*** SUPPLIED DATA ***

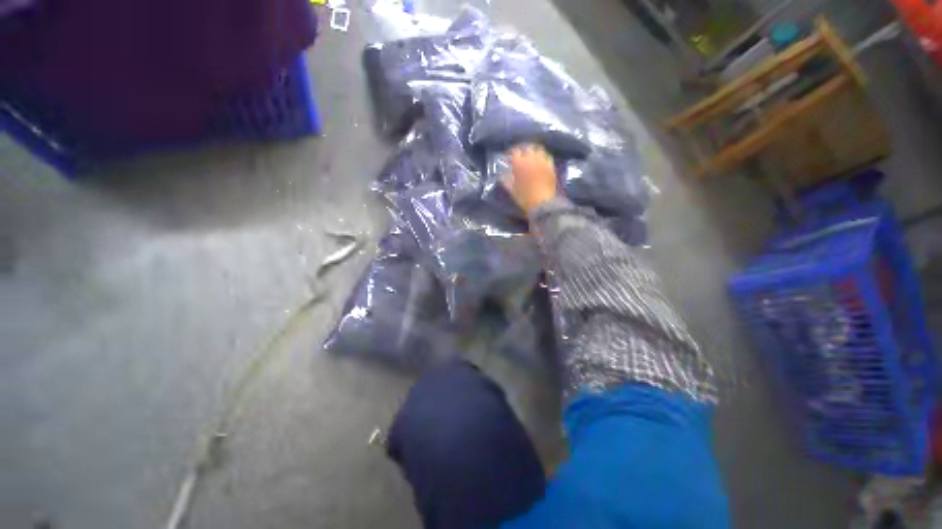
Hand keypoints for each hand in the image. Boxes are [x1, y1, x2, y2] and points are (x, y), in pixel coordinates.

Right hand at [501, 144, 557, 215]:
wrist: (542, 203)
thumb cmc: (524, 198)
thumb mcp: (512, 190)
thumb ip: (506, 181)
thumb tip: (502, 176)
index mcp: (519, 163)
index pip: (514, 152)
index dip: (510, 153)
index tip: (508, 157)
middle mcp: (531, 158)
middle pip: (527, 147)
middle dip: (522, 149)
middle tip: (519, 154)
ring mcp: (542, 161)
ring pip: (538, 149)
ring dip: (533, 150)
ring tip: (530, 155)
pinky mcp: (551, 166)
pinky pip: (547, 156)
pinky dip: (542, 156)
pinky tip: (540, 161)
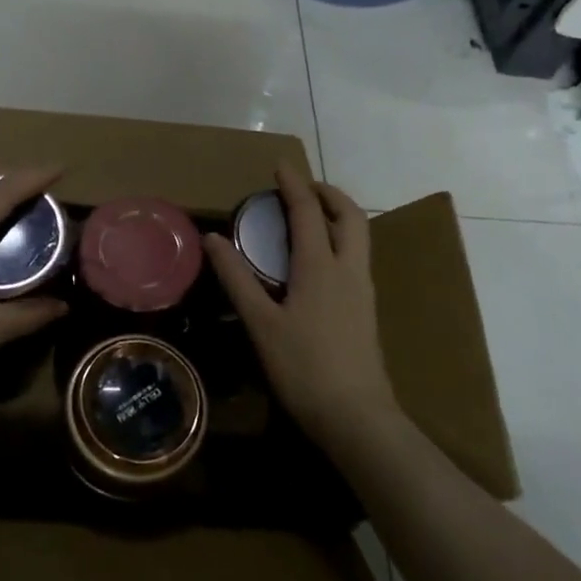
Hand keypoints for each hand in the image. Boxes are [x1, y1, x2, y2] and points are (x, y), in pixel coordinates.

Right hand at [203, 164, 398, 443]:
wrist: (356, 416)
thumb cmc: (303, 367)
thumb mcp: (261, 323)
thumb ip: (237, 279)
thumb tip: (213, 239)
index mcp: (321, 266)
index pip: (308, 211)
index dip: (293, 184)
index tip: (280, 164)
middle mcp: (348, 269)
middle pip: (349, 215)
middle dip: (328, 193)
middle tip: (303, 188)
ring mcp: (363, 290)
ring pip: (359, 235)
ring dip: (337, 215)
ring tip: (310, 217)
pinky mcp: (367, 309)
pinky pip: (357, 256)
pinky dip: (340, 239)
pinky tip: (320, 260)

*** End of SUPPLIED DATA ***

### TASK STATEMENT
Starting at the line with "index dip: (293, 184)", copy each line through the end of the data, both ends included, and give nothing else.

### OUTPUT OF THE TASK
index dip: (293, 184)
index tip: (280, 164)
middle mcp: (348, 269)
middle pip: (349, 215)
middle dip: (328, 193)
middle tip: (303, 188)
ring mcp: (363, 290)
ring pip: (359, 235)
ring dip: (337, 215)
ring tip: (310, 217)
pinky mcp: (367, 309)
pinky pip: (357, 256)
pinky dip: (340, 239)
pinky tip: (320, 260)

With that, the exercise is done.